---------- Available records ----------

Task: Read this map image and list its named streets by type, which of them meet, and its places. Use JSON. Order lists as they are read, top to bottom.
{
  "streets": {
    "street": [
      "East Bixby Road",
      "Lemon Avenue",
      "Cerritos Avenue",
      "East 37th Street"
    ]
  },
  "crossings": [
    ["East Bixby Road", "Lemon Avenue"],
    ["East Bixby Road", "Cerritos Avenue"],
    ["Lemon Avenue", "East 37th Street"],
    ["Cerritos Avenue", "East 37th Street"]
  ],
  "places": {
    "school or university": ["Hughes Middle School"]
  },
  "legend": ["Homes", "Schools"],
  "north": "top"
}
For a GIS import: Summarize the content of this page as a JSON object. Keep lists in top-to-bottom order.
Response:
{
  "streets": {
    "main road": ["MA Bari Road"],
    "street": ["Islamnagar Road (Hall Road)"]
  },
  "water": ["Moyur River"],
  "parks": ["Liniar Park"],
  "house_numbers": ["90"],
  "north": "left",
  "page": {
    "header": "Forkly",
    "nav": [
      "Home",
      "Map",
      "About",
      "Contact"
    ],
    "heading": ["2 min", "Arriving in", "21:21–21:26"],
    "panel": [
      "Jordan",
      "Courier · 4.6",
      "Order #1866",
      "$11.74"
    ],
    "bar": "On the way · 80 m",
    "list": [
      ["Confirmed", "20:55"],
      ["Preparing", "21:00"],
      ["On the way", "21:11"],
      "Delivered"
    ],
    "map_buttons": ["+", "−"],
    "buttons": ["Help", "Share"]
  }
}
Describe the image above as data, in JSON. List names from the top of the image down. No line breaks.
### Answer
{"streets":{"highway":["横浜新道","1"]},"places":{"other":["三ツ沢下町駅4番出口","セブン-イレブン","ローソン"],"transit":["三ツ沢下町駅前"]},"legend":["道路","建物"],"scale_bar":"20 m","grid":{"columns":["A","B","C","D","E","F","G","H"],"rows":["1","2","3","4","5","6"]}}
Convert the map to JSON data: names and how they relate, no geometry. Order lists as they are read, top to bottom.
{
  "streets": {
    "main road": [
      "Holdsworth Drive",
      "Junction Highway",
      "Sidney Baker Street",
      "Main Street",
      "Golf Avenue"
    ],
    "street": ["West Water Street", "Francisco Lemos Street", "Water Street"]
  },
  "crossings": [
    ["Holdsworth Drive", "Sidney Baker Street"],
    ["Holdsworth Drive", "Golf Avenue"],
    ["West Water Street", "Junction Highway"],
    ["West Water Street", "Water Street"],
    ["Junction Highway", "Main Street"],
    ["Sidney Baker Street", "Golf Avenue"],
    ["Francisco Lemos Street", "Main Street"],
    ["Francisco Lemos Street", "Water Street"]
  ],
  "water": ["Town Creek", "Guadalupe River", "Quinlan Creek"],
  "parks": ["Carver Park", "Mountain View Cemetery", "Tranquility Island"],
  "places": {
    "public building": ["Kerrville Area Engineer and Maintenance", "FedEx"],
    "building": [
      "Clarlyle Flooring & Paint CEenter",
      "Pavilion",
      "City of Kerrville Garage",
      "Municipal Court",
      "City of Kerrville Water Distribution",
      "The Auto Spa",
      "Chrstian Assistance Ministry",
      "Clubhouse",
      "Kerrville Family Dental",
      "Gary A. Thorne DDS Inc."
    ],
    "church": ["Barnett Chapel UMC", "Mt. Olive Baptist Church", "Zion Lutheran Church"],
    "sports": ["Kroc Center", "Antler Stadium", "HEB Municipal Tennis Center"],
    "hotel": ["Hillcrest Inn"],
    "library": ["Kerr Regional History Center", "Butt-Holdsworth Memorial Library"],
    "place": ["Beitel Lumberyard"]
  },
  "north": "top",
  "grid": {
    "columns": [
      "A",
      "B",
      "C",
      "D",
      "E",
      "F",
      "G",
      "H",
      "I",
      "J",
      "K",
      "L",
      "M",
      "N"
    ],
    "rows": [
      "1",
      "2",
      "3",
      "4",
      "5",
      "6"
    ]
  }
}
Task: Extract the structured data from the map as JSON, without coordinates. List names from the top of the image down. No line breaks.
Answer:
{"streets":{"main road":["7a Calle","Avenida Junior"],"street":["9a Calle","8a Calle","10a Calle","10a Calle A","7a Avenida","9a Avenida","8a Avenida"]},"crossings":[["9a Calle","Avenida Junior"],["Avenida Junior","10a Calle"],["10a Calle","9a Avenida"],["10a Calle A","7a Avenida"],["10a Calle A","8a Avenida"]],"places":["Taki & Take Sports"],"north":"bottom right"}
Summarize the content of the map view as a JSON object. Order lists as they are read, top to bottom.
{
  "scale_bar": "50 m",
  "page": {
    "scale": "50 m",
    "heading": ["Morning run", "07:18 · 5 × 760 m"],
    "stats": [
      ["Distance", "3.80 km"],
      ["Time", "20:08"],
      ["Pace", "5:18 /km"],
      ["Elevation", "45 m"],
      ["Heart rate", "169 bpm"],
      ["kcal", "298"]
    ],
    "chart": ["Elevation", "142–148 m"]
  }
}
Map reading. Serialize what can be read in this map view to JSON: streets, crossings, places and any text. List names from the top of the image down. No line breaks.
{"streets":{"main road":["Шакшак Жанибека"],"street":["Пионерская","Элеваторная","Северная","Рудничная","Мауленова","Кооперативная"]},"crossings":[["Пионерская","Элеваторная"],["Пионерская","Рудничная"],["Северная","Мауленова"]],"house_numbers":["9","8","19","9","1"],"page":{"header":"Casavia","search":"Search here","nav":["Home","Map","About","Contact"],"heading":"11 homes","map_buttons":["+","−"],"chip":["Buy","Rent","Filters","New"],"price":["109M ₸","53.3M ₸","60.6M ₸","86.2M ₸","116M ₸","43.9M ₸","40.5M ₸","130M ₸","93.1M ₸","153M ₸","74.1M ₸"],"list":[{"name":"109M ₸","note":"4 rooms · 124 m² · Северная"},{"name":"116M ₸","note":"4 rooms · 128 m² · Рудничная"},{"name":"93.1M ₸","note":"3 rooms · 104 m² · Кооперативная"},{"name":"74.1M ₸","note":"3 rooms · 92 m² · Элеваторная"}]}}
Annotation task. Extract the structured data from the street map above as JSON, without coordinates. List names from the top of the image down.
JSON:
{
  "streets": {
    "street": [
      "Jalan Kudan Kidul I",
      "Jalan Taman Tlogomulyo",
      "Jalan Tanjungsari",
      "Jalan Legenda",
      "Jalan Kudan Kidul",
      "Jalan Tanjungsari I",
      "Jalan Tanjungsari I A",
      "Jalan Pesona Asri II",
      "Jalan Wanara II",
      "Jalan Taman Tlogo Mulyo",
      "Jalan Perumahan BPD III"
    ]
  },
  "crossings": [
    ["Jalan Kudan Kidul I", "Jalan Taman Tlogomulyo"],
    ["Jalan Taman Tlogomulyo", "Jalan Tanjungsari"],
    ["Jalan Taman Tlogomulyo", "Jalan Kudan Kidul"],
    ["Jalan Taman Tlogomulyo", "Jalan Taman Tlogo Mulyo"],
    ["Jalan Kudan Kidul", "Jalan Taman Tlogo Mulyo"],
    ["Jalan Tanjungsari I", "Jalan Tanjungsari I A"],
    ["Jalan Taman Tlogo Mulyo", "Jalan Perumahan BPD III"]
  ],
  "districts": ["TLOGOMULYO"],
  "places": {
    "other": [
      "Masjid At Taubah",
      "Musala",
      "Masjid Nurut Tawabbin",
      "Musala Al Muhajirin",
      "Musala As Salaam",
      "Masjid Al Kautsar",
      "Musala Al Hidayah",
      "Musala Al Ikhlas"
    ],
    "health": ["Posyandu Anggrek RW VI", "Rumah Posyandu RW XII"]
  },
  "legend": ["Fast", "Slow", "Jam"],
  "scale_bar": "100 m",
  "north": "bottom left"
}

----------

__Your objective__.
Going through the material above, reproduce every line exactly.

__Solution__.
Task: Read this map image and list its named streets by type, which of them meet, and its places. Use JSON. Order lists as they are read, top to bottom.
{
  "streets": {
    "street": [
      "East Bixby Road",
      "Lemon Avenue",
      "Cerritos Avenue",
      "East 37th Street"
    ]
  },
  "crossings": [
    ["East Bixby Road", "Lemon Avenue"],
    ["East Bixby Road", "Cerritos Avenue"],
    ["Lemon Avenue", "East 37th Street"],
    ["Cerritos Avenue", "East 37th Street"]
  ],
  "places": {
    "school or university": ["Hughes Middle School"]
  },
  "legend": ["Homes", "Schools"],
  "north": "top"
}
For a GIS import: Summarize the content of this page as a JSON object. Keep lists in top-to-bottom order.
Response:
{
  "streets": {
    "main road": ["MA Bari Road"],
    "street": ["Islamnagar Road (Hall Road)"]
  },
  "water": ["Moyur River"],
  "parks": ["Liniar Park"],
  "house_numbers": ["90"],
  "north": "left",
  "page": {
    "header": "Forkly",
    "nav": [
      "Home",
      "Map",
      "About",
      "Contact"
    ],
    "heading": ["2 min", "Arriving in", "21:21–21:26"],
    "panel": [
      "Jordan",
      "Courier · 4.6",
      "Order #1866",
      "$11.74"
    ],
    "bar": "On the way · 80 m",
    "list": [
      ["Confirmed", "20:55"],
      ["Preparing", "21:00"],
      ["On the way", "21:11"],
      "Delivered"
    ],
    "map_buttons": ["+", "−"],
    "buttons": ["Help", "Share"]
  }
}
Describe the image above as data, in JSON. List names from the top of the image down. No line breaks.
### Answer
{"streets":{"highway":["横浜新道","1"]},"places":{"other":["三ツ沢下町駅4番出口","セブン-イレブン","ローソン"],"transit":["三ツ沢下町駅前"]},"legend":["道路","建物"],"scale_bar":"20 m","grid":{"columns":["A","B","C","D","E","F","G","H"],"rows":["1","2","3","4","5","6"]}}
Convert the map to JSON data: names and how they relate, no geometry. Order lists as they are read, top to bottom.
{
  "streets": {
    "main road": [
      "Holdsworth Drive",
      "Junction Highway",
      "Sidney Baker Street",
      "Main Street",
      "Golf Avenue"
    ],
    "street": ["West Water Street", "Francisco Lemos Street", "Water Street"]
  },
  "crossings": [
    ["Holdsworth Drive", "Sidney Baker Street"],
    ["Holdsworth Drive", "Golf Avenue"],
    ["West Water Street", "Junction Highway"],
    ["West Water Street", "Water Street"],
    ["Junction Highway", "Main Street"],
    ["Sidney Baker Street", "Golf Avenue"],
    ["Francisco Lemos Street", "Main Street"],
    ["Francisco Lemos Street", "Water Street"]
  ],
  "water": ["Town Creek", "Guadalupe River", "Quinlan Creek"],
  "parks": ["Carver Park", "Mountain View Cemetery", "Tranquility Island"],
  "places": {
    "public building": ["Kerrville Area Engineer and Maintenance", "FedEx"],
    "building": [
      "Clarlyle Flooring & Paint CEenter",
      "Pavilion",
      "City of Kerrville Garage",
      "Municipal Court",
      "City of Kerrville Water Distribution",
      "The Auto Spa",
      "Chrstian Assistance Ministry",
      "Clubhouse",
      "Kerrville Family Dental",
      "Gary A. Thorne DDS Inc."
    ],
    "church": ["Barnett Chapel UMC", "Mt. Olive Baptist Church", "Zion Lutheran Church"],
    "sports": ["Kroc Center", "Antler Stadium", "HEB Municipal Tennis Center"],
    "hotel": ["Hillcrest Inn"],
    "library": ["Kerr Regional History Center", "Butt-Holdsworth Memorial Library"],
    "place": ["Beitel Lumberyard"]
  },
  "north": "top",
  "grid": {
    "columns": [
      "A",
      "B",
      "C",
      "D",
      "E",
      "F",
      "G",
      "H",
      "I",
      "J",
      "K",
      "L",
      "M",
      "N"
    ],
    "rows": [
      "1",
      "2",
      "3",
      "4",
      "5",
      "6"
    ]
  }
}
Task: Extract the structured data from the map as JSON, without coordinates. List names from the top of the image down. No line breaks.
Answer:
{"streets":{"main road":["7a Calle","Avenida Junior"],"street":["9a Calle","8a Calle","10a Calle","10a Calle A","7a Avenida","9a Avenida","8a Avenida"]},"crossings":[["9a Calle","Avenida Junior"],["Avenida Junior","10a Calle"],["10a Calle","9a Avenida"],["10a Calle A","7a Avenida"],["10a Calle A","8a Avenida"]],"places":["Taki & Take Sports"],"north":"bottom right"}
Summarize the content of the map view as a JSON object. Order lists as they are read, top to bottom.
{
  "scale_bar": "50 m",
  "page": {
    "scale": "50 m",
    "heading": ["Morning run", "07:18 · 5 × 760 m"],
    "stats": [
      ["Distance", "3.80 km"],
      ["Time", "20:08"],
      ["Pace", "5:18 /km"],
      ["Elevation", "45 m"],
      ["Heart rate", "169 bpm"],
      ["kcal", "298"]
    ],
    "chart": ["Elevation", "142–148 m"]
  }
}
Map reading. Serialize what can be read in this map view to JSON: streets, crossings, places and any text. List names from the top of the image down. No line breaks.
{"streets":{"main road":["Шакшак Жанибека"],"street":["Пионерская","Элеваторная","Северная","Рудничная","Мауленова","Кооперативная"]},"crossings":[["Пионерская","Элеваторная"],["Пионерская","Рудничная"],["Северная","Мауленова"]],"house_numbers":["9","8","19","9","1"],"page":{"header":"Casavia","search":"Search here","nav":["Home","Map","About","Contact"],"heading":"11 homes","map_buttons":["+","−"],"chip":["Buy","Rent","Filters","New"],"price":["109M ₸","53.3M ₸","60.6M ₸","86.2M ₸","116M ₸","43.9M ₸","40.5M ₸","130M ₸","93.1M ₸","153M ₸","74.1M ₸"],"list":[{"name":"109M ₸","note":"4 rooms · 124 m² · Северная"},{"name":"116M ₸","note":"4 rooms · 128 m² · Рудничная"},{"name":"93.1M ₸","note":"3 rooms · 104 m² · Кооперативная"},{"name":"74.1M ₸","note":"3 rooms · 92 m² · Элеваторная"}]}}
Annotation task. Extract the structured data from the street map above as JSON, without coordinates. List names from the top of the image down.
JSON:
{
  "streets": {
    "street": [
      "Jalan Kudan Kidul I",
      "Jalan Taman Tlogomulyo",
      "Jalan Tanjungsari",
      "Jalan Legenda",
      "Jalan Kudan Kidul",
      "Jalan Tanjungsari I",
      "Jalan Tanjungsari I A",
      "Jalan Pesona Asri II",
      "Jalan Wanara II",
      "Jalan Taman Tlogo Mulyo",
      "Jalan Perumahan BPD III"
    ]
  },
  "crossings": [
    ["Jalan Kudan Kidul I", "Jalan Taman Tlogomulyo"],
    ["Jalan Taman Tlogomulyo", "Jalan Tanjungsari"],
    ["Jalan Taman Tlogomulyo", "Jalan Kudan Kidul"],
    ["Jalan Taman Tlogomulyo", "Jalan Taman Tlogo Mulyo"],
    ["Jalan Kudan Kidul", "Jalan Taman Tlogo Mulyo"],
    ["Jalan Tanjungsari I", "Jalan Tanjungsari I A"],
    ["Jalan Taman Tlogo Mulyo", "Jalan Perumahan BPD III"]
  ],
  "districts": ["TLOGOMULYO"],
  "places": {
    "other": [
      "Masjid At Taubah",
      "Musala",
      "Masjid Nurut Tawabbin",
      "Musala Al Muhajirin",
      "Musala As Salaam",
      "Masjid Al Kautsar",
      "Musala Al Hidayah",
      "Musala Al Ikhlas"
    ],
    "health": ["Posyandu Anggrek RW VI", "Rumah Posyandu RW XII"]
  },
  "legend": ["Fast", "Slow", "Jam"],
  "scale_bar": "100 m",
  "north": "bottom left"
}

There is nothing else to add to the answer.